Cordeiro announced the USSF had retained the law firm of Latham & Watkins, the firm where former USSF president Alan Rothenberg is a retired partner.
“I have made it clear to our legal team that even as we debate facts and figures in the course of this case, we must do so with the utmost respect not only for our women’s national team players but for all female athletes around the world,” Cordeiro said.
Cordeiro’s statement was issued after USSF sponsors started to show their displeasure.
“The comments made by U.S. Soccer do not align with our values, nor our point of view on women’s soccer,” Monica Rustgi, Budweiser’s vice president of marketing, said in a statement. “We champion and admire the athleticism of the women in this sport as we find them to be among the best athletes in the world.”

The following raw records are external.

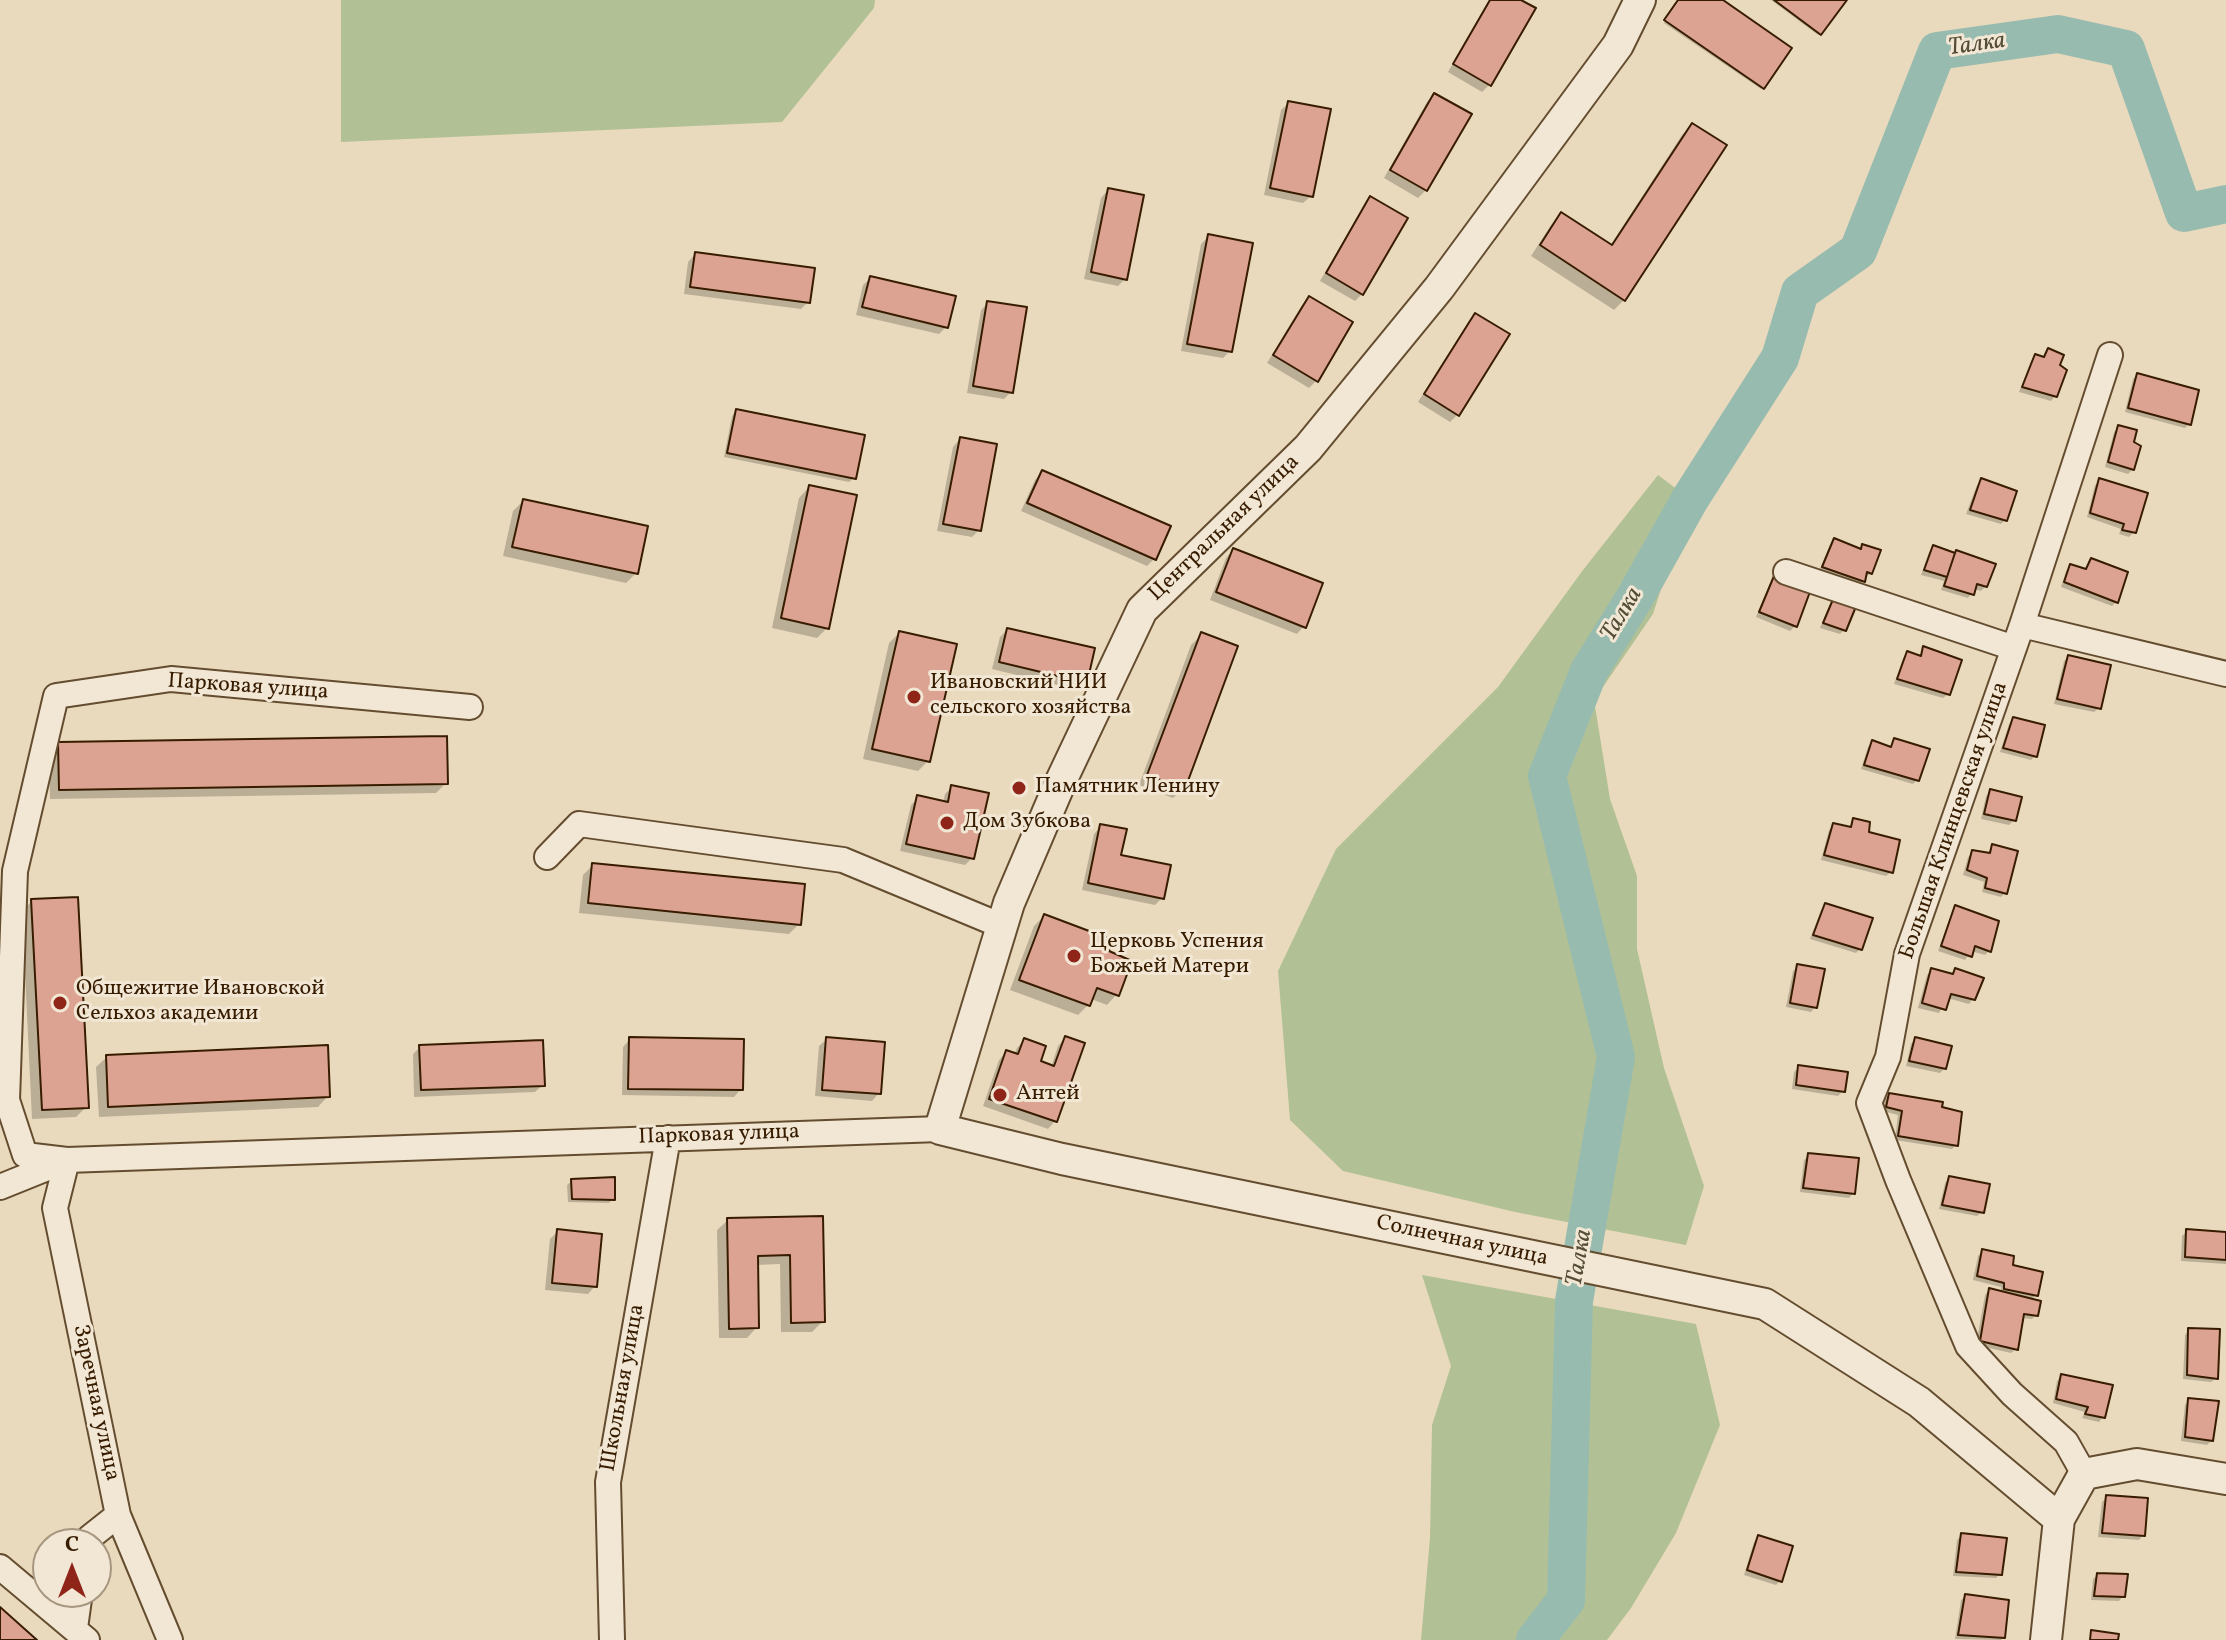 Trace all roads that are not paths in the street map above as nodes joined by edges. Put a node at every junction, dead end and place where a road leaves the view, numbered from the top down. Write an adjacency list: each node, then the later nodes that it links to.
1 (1640, 0): 9 (street, Центральная улица)
2 (2110, 355): 4 (street, Большая Клинцевская улица)
3 (1786, 572): 5 (street)
4 (2022, 625): 5 (street, Большая Клинцевская улица); 6 (street)
5 (2014, 648): 14 (street, Большая Клинцевская улица)
6 (2226, 674)
7 (470, 707): 12 (street, Парковая улица)
8 (547, 857): 9 (street)
9 (1002, 926): 10 (street, Центральная улица)
10 (940, 1129): 11 (street, Парковая улица); 17 (street, Солнечная улица)
11 (668, 1138): 12 (street, Парковая улица); 23 (street, Школьная улица)
12 (67, 1160): 13 (street, Парковая улица); 16 (street, Заречная улица)
13 (0, 1187)
14 (2084, 1474): 15 (street); 17 (street)
15 (2226, 1479)
16 (118, 1515): 18 (street); 22 (street, Заречная улица)
17 (2059, 1519): 24 (street)
18 (102, 1528)
19 (0, 1567): 21 (street)
20 (80, 1608): 21 (street)
21 (81, 1634)
22 (170, 1640)
23 (612, 1640)
24 (2046, 1640)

Procter & Gamble, which supports the USSF through its Secret deodorant brand, last year donated $529,000 to help close the gender pay gap: $23,000 for each of the 23 players on the U.S. World Cup roster.

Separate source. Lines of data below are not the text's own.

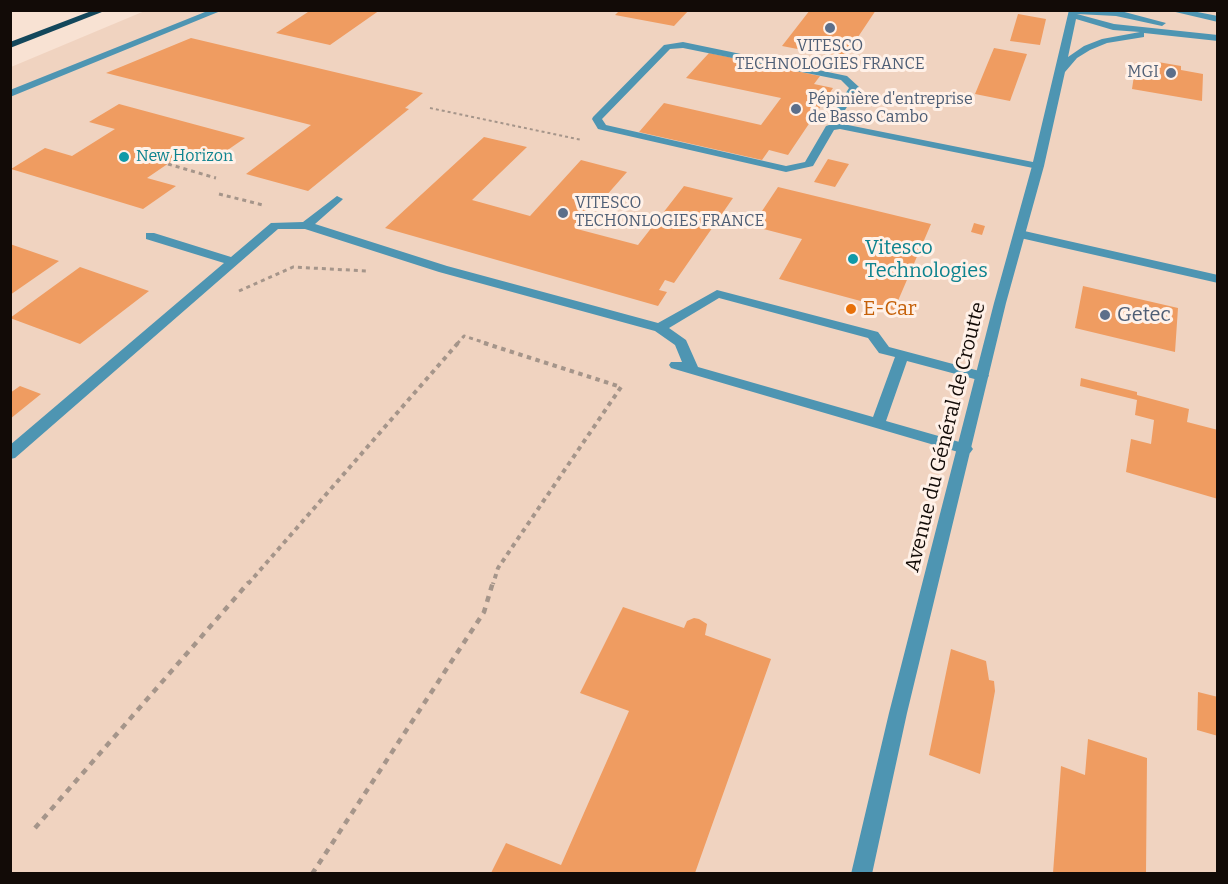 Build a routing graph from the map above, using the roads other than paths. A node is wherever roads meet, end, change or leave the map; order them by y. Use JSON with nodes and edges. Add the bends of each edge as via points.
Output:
{"nodes":[{"id":1,"x":79,"y":10,"type":"edge"},
{"id":2,"x":103,"y":10,"type":"edge"},
{"id":3,"x":219,"y":10,"type":"edge"},
{"id":4,"x":1133,"y":10,"type":"edge"},
{"id":5,"x":1171,"y":10,"type":"edge"},
{"id":6,"x":1074,"y":13,"type":"edge"},
{"id":7,"x":1185,"y":13,"type":"edge"},
{"id":8,"x":1218,"y":19,"type":"edge"},
{"id":9,"x":1172,"y":29,"type":"junction"},
{"id":10,"x":10,"y":36,"type":"edge"},
{"id":11,"x":1218,"y":36,"type":"edge"},
{"id":12,"x":10,"y":45,"type":"edge"},
{"id":13,"x":1061,"y":70,"type":"junction"},
{"id":14,"x":10,"y":94,"type":"edge"},
{"id":15,"x":840,"y":126,"type":"junction"},
{"id":16,"x":1038,"y":166,"type":"junction"},
{"id":17,"x":337,"y":199,"type":"dead end"},
{"id":18,"x":306,"y":225,"type":"junction"},
{"id":19,"x":1020,"y":234,"type":"junction"},
{"id":20,"x":150,"y":236,"type":"dead end"},
{"id":21,"x":233,"y":262,"type":"junction"},
{"id":22,"x":1218,"y":279,"type":"edge"},
{"id":23,"x":660,"y":328,"type":"junction"},
{"id":24,"x":903,"y":355,"type":"junction"},
{"id":25,"x":676,"y":365,"type":"dead end"},
{"id":26,"x":692,"y":370,"type":"junction"},
{"id":27,"x":982,"y":376,"type":"junction"},
{"id":28,"x":878,"y":423,"type":"junction"},
{"id":29,"x":965,"y":449,"type":"junction"},
{"id":30,"x":10,"y":454,"type":"edge"},
{"id":31,"x":861,"y":873,"type":"edge"}],
"edges":[{"from":1,"to":10,"type":"main road"},
{"from":2,"to":12,"type":"main road"},
{"from":3,"to":14,"type":"street"},
{"from":4,"to":9,"type":"street"},
{"from":5,"to":7,"type":"street"},
{"from":6,"to":9,"type":"street","via":[[1116,13]]},
{"from":6,"to":9,"type":"street","via":[[1102,25]]},
{"from":6,"to":13,"type":"street","name":"Avenue du Général de Croutte"},
{"from":7,"to":8,"type":"street"},
{"from":9,"to":11,"type":"street"},
{"from":9,"to":13,"type":"street","via":[[1105,41],[1074,56]]},
{"from":13,"to":16,"type":"street","name":"Avenue du Général de Croutte"},
{"from":15,"to":15,"type":"street","via":[[834,120],[855,87],[844,78],[683,45],[667,47],[597,119],[602,127],[786,169],[809,164],[830,128]]},
{"from":15,"to":16,"type":"street"},
{"from":16,"to":19,"type":"street","name":"Avenue du Général de Croutte"},
{"from":17,"to":18,"type":"street"},
{"from":18,"to":21,"type":"street","via":[[275,226]]},
{"from":18,"to":23,"type":"street","via":[[443,269]]},
{"from":19,"to":22,"type":"street"},
{"from":19,"to":27,"type":"street","name":"Avenue du Général de Croutte"},
{"from":20,"to":21,"type":"street"},
{"from":21,"to":30,"type":"street"},
{"from":23,"to":24,"type":"street","via":[[717,294],[873,335],[884,350]]},
{"from":23,"to":26,"type":"street","via":[[681,343]]},
{"from":24,"to":27,"type":"street"},
{"from":24,"to":28,"type":"street"},
{"from":25,"to":26,"type":"street"},
{"from":26,"to":28,"type":"street"},
{"from":27,"to":29,"type":"street","name":"Avenue du Général de Croutte"},
{"from":28,"to":29,"type":"street"},
{"from":29,"to":31,"type":"street","name":"Avenue du Général de Croutte"}]}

“We know there are many things that make women sweat—but inequality should never be one of them,” P&G said in a statement to The Associated Press. “We believe that women are deserving of equal pay and equal opportunity and we’re supportive of all those who courageously fight for this.”
Players filed the gender discrimination lawsuit in federal court in Los Angeles last year, claiming they are paid less than their counterparts on the men’s national team. The women are seeking more than $66 million in damages under the Equal Pay Act and the Civil Rights Act of 1964, and a trial is scheduled for May 5.
The USSF says disparities in pay between the men and women are the result of separate collective bargaining agreements with different terms. The women’s team receives salaries and benefits the men don’t.
The federation also cites FIFA’s World Cup prize money—$38 million awarded to the French Football Federation for the men’s title in 2018 and $4 million to the USSF for last year’s women’s title—also contributes to the disparity. The USSF claims it bases bonuses for the women in the tournament on the prize money the federation receives.